WHAT TO PRODUCE |
Look through the listing below and report the lines that have the word "paths" in them.

GIVEN RECORDS |
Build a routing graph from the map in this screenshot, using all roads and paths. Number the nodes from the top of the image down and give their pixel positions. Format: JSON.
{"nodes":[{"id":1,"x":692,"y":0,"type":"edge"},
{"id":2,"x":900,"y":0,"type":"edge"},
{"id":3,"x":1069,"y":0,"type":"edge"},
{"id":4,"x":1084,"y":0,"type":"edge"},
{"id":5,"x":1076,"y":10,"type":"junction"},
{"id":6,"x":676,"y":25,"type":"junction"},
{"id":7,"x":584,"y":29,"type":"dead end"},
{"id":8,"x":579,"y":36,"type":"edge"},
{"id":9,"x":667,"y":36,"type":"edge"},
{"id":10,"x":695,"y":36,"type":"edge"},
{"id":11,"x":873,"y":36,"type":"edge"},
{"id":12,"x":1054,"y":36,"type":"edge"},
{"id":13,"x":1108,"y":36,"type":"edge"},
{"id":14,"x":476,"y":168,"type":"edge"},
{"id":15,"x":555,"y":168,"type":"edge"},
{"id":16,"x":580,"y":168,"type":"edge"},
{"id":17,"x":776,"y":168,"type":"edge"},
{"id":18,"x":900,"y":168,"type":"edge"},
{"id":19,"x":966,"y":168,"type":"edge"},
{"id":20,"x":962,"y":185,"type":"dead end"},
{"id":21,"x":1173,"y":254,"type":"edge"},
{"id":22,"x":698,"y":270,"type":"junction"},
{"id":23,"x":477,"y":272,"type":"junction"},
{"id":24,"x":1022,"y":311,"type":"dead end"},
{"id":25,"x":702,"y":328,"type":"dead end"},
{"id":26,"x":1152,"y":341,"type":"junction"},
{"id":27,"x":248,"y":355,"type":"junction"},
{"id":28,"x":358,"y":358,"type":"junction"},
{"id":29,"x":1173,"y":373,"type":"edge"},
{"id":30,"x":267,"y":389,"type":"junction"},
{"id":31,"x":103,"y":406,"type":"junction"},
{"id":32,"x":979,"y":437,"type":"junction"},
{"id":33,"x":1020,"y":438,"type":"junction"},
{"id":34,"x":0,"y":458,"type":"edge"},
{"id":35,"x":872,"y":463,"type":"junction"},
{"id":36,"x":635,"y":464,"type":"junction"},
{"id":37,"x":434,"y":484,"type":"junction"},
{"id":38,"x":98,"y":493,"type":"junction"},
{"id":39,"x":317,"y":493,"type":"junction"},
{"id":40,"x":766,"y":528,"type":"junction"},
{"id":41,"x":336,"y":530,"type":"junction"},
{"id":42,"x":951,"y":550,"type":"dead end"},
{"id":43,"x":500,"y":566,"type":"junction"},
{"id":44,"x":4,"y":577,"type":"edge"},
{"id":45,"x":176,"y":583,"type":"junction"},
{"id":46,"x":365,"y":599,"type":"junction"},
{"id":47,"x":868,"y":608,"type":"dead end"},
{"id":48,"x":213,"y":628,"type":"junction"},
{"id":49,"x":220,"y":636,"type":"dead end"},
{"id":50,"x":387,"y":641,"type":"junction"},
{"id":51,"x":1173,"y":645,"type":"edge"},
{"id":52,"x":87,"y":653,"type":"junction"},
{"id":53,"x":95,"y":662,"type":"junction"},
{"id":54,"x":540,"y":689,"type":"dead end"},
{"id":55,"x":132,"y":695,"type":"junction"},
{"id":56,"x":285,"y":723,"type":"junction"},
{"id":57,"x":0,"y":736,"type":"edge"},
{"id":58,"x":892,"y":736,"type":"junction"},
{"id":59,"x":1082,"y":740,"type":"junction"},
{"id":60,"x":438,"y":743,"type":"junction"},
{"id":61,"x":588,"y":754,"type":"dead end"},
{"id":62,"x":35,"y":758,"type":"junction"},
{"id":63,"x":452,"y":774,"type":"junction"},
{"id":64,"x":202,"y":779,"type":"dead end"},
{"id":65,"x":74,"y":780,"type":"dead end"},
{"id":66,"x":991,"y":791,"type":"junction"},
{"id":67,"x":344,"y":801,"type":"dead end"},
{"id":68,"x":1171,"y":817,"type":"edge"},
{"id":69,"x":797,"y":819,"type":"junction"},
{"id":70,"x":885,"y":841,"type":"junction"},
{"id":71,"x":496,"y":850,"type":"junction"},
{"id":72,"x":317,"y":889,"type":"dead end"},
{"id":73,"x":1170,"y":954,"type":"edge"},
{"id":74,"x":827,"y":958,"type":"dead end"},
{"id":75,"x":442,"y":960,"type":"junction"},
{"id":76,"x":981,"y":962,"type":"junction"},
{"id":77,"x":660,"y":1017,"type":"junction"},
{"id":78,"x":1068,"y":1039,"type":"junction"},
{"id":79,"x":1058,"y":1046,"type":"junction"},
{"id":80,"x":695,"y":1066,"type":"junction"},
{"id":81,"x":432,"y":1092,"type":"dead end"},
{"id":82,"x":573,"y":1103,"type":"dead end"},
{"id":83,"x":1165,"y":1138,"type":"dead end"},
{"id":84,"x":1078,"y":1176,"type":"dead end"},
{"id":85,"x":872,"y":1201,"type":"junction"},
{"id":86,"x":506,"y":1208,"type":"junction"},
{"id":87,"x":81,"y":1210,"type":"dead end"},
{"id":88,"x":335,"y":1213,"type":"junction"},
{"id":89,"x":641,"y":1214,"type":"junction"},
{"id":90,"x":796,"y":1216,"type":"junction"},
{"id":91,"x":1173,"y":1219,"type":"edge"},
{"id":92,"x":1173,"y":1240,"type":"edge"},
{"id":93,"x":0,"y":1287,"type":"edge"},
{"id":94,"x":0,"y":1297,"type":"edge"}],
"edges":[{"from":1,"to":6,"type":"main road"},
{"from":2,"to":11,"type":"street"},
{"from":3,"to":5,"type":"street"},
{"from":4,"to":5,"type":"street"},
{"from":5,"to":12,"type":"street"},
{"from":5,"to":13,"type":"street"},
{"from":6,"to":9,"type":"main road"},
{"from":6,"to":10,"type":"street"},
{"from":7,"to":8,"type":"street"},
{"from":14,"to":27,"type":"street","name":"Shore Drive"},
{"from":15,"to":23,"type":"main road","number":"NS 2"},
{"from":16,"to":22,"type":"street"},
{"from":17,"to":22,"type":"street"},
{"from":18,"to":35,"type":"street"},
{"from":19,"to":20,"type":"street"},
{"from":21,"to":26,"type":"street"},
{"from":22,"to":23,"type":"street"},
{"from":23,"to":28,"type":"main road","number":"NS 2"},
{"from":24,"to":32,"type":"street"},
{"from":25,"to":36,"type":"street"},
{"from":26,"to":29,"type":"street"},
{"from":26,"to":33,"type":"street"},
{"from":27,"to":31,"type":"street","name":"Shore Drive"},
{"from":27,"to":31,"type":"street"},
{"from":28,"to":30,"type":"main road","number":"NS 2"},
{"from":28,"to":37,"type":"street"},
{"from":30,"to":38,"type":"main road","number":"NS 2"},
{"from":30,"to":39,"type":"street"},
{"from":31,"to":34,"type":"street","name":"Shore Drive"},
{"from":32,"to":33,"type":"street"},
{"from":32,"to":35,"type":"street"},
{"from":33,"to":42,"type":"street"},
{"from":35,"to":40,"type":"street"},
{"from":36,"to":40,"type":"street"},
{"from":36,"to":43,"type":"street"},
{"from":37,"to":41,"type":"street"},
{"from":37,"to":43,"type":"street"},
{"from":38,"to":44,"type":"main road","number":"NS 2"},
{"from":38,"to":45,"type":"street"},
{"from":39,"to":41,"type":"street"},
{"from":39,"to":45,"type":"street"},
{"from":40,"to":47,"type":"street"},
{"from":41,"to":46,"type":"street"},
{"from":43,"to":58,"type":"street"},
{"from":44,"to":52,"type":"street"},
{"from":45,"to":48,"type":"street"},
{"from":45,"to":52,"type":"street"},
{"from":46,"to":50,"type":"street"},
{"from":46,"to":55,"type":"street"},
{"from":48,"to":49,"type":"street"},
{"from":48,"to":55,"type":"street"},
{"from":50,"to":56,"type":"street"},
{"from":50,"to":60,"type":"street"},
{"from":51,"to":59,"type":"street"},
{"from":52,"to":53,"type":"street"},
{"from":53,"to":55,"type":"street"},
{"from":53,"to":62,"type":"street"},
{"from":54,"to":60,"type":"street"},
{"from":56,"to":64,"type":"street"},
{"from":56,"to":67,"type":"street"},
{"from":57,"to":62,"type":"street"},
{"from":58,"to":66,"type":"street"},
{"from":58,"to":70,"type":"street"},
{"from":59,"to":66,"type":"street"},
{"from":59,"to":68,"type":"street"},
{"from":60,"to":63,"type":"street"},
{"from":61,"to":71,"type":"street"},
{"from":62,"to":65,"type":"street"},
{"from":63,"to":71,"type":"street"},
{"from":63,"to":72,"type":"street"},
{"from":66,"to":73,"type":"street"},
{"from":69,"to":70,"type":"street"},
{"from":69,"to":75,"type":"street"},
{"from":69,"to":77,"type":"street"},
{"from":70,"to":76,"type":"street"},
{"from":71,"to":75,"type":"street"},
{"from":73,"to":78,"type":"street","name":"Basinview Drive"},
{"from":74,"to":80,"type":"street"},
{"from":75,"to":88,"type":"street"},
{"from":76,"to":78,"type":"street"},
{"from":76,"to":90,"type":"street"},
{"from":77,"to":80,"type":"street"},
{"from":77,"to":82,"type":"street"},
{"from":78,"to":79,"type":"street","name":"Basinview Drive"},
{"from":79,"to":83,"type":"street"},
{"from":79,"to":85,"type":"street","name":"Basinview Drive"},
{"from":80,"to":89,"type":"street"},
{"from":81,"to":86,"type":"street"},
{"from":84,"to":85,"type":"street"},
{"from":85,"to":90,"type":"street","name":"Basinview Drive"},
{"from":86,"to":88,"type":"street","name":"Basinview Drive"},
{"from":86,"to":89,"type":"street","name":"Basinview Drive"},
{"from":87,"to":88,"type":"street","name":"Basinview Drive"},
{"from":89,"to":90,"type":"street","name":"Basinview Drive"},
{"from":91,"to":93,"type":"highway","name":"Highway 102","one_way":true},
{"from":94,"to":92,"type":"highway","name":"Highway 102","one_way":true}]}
--
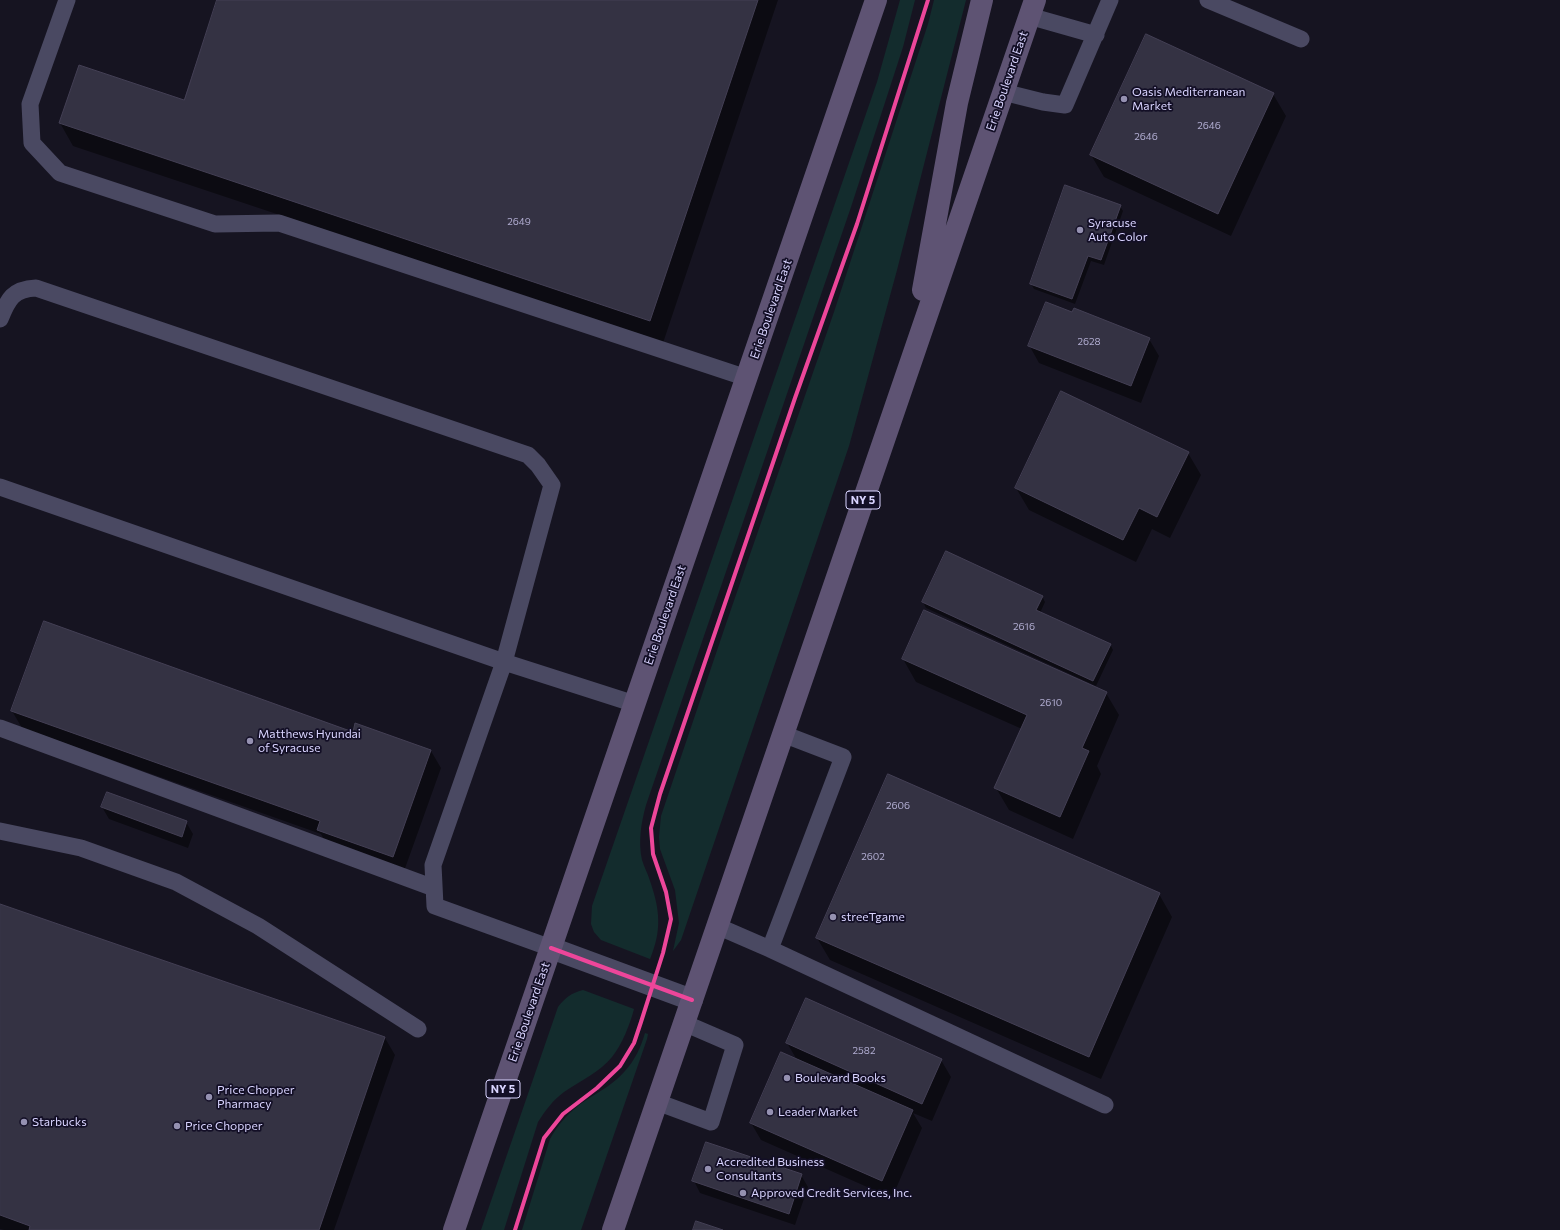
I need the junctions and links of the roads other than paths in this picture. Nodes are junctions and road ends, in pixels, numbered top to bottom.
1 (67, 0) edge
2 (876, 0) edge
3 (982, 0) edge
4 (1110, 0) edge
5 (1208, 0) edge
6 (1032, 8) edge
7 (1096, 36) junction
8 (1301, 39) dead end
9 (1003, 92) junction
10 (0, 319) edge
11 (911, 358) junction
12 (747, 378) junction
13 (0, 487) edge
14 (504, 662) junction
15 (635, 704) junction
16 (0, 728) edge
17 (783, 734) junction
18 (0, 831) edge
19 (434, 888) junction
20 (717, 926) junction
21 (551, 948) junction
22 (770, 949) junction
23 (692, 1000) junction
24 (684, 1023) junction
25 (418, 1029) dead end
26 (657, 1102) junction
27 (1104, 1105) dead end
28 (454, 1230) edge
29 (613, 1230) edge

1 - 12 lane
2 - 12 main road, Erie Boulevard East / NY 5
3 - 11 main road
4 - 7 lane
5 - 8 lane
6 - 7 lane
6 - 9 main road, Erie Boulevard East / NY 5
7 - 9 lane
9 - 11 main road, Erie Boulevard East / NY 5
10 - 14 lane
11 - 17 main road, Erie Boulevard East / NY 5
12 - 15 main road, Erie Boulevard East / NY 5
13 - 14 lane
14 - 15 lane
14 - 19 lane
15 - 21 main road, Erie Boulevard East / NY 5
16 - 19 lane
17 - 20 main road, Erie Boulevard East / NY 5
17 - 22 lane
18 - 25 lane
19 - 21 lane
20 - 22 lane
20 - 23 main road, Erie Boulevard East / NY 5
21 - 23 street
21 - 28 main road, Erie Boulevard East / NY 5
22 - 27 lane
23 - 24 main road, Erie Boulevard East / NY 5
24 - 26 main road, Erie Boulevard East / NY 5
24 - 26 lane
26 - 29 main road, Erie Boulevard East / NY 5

TASK RESULT |
Build a routing graph from the map in this screenshot, using all roads and paths. Number the nodes from the top of the image down and give their pixel positions. Format: JSON.
I need the junctions and links of the roads other than paths in this picture. Nodes are junctions and road ends, in pixels, numbered top to bottom.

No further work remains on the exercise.